Bankföreningen tightens amortisation guides

Mar 20th, 2014

The Swedish Bankers’ Association is lowering guidance on the LTV threshold above which new mortgages need to be amortised from 75% to 70%, while Riksbank governor Stefan Ingves said there is a case for increasing the mortgage risk weight floor to 25%.

Riksbank Thomas Östros, managing director at the Swedish Bankers’ Association, outlined the industry body’s position in an opinion piece yesterday (Wednesday) for Swedish newspaper Dagens Nyheter.

The recommendation from the Swedish Bankers’ Association (Svenska Bankföreningen) was welcomed by Swedish finance minister Anders Borg, according to Bloomberg, although he said that the new guidelines would not affect government plans to tighten regulation.

The government has previously charged the Swedish FSA (Finansinspektionen) with examining how to tackle the amortisation issue.

The change in the LTV limit from 75% to 70% comes in the context of an absolute 85% limit on LTVs from the FSA.

“Sweden had been tightening its standards for quite some time already,” noted Florian Eichert, senior covered bond analyst at Crédit Agricole CIB. “All these efforts aim to calm down the Swedish housing and mortgage market, which has been going up in recent years.

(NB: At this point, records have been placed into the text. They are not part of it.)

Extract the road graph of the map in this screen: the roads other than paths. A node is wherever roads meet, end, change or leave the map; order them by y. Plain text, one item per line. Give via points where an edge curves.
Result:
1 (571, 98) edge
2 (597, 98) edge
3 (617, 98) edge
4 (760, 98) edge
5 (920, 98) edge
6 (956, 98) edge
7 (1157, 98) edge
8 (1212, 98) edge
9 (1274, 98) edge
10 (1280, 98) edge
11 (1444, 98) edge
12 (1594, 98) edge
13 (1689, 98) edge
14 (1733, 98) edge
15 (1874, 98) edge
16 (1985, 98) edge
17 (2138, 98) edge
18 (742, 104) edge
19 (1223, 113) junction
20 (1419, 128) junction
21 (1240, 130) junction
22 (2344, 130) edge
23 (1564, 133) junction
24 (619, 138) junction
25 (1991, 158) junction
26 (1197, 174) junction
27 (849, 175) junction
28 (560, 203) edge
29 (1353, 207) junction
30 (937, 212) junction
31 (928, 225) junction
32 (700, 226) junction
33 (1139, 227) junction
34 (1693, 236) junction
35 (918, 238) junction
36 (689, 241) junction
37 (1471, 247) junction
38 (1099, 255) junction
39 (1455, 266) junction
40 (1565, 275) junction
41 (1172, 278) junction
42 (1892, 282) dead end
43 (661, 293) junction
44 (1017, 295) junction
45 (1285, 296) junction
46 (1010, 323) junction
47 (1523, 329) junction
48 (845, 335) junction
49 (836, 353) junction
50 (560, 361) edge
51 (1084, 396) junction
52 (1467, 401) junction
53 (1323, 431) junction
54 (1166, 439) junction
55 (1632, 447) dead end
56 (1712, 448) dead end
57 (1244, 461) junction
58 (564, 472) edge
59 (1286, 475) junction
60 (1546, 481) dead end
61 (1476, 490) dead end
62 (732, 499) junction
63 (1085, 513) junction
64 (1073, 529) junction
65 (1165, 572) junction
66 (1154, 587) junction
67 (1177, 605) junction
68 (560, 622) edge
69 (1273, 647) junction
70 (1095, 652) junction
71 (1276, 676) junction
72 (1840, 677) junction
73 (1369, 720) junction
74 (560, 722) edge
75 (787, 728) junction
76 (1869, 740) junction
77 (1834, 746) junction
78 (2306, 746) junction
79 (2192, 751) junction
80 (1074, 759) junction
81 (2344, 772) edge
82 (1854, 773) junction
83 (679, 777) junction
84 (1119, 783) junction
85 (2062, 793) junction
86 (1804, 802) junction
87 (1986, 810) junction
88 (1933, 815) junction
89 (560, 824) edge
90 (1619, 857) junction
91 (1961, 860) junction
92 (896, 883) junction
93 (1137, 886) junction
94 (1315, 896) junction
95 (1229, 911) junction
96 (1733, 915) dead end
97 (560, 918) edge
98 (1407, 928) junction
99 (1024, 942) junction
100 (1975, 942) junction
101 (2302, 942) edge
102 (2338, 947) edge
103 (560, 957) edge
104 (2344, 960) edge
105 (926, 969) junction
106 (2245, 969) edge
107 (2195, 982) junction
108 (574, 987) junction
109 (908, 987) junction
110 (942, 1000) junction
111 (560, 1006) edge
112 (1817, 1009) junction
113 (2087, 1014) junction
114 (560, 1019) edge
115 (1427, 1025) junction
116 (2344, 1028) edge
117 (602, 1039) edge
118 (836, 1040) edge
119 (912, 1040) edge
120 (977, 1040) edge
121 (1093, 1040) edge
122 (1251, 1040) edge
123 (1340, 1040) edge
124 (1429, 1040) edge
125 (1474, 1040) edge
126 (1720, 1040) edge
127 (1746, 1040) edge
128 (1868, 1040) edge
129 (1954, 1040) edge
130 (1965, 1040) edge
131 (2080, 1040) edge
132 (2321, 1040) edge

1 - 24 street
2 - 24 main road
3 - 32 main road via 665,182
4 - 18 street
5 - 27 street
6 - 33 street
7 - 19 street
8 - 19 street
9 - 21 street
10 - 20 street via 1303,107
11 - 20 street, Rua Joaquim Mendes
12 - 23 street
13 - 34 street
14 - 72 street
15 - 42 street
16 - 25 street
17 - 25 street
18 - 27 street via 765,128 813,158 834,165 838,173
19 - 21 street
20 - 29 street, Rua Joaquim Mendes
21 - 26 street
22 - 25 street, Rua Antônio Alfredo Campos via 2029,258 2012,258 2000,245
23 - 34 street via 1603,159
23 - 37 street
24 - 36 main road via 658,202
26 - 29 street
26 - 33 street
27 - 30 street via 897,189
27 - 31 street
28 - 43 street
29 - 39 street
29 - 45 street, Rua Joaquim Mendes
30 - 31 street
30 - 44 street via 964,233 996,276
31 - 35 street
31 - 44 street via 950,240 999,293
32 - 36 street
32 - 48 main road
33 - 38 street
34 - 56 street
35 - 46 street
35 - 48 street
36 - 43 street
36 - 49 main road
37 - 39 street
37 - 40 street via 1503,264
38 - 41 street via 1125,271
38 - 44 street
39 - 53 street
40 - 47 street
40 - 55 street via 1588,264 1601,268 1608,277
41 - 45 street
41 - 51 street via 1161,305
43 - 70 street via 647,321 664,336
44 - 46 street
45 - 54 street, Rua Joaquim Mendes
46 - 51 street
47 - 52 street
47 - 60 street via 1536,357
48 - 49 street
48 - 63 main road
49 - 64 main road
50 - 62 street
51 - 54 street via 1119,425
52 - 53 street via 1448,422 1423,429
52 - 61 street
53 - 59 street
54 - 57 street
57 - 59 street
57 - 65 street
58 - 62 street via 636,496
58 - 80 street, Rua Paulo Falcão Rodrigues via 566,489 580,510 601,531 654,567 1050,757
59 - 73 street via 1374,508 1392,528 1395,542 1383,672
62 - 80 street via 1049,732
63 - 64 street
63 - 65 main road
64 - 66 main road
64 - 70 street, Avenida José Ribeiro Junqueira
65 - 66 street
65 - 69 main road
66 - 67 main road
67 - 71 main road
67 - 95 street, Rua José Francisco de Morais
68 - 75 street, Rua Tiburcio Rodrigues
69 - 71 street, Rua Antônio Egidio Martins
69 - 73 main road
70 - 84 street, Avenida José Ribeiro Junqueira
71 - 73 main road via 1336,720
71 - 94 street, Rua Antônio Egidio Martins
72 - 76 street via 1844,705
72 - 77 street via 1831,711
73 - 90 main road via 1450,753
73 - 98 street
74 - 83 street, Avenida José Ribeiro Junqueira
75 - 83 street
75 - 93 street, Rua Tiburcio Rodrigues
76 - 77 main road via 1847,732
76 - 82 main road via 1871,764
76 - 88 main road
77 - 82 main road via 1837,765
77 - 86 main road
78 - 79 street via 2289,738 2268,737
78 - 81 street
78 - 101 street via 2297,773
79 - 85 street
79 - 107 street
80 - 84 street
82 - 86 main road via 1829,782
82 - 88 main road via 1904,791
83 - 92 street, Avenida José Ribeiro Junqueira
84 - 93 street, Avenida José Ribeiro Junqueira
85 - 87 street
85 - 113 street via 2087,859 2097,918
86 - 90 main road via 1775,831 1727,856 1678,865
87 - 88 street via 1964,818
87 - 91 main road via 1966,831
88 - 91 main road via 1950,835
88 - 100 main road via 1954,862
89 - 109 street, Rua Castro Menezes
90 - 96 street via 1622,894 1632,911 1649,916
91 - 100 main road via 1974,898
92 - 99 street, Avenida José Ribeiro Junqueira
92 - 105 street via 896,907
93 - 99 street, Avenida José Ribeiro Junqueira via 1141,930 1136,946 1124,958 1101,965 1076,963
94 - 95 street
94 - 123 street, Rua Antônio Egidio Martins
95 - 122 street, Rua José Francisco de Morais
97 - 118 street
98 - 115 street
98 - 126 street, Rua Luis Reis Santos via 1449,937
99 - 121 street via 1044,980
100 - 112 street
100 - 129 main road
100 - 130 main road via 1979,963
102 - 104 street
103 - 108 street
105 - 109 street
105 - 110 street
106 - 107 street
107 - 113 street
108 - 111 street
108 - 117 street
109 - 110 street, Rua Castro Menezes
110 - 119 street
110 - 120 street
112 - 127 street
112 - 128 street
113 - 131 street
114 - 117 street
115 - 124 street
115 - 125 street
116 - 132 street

“Yet, when looking at cover pool stats, we’re still talking about some of the best metrics out there in the market in an international context.”

Riksbank governor Ingves, who chairs the Basel Committee on Banking Supervision, made his comments on the Swedish market in a speech in Stockholm yesterday.

“At present, we have a risk-weight floor of 15 per cent in Sweden,” he said. “As long as household indebtedness increases, there are good reasons for raising this floor to at least 25 per cent.”

Eichert said that Ingves’s position reflects that of finance minister Borg.

The FSA implemented the 15% risk weight floor for mortgages in May 2013 and in November raised the prospect of this being increased to 25%.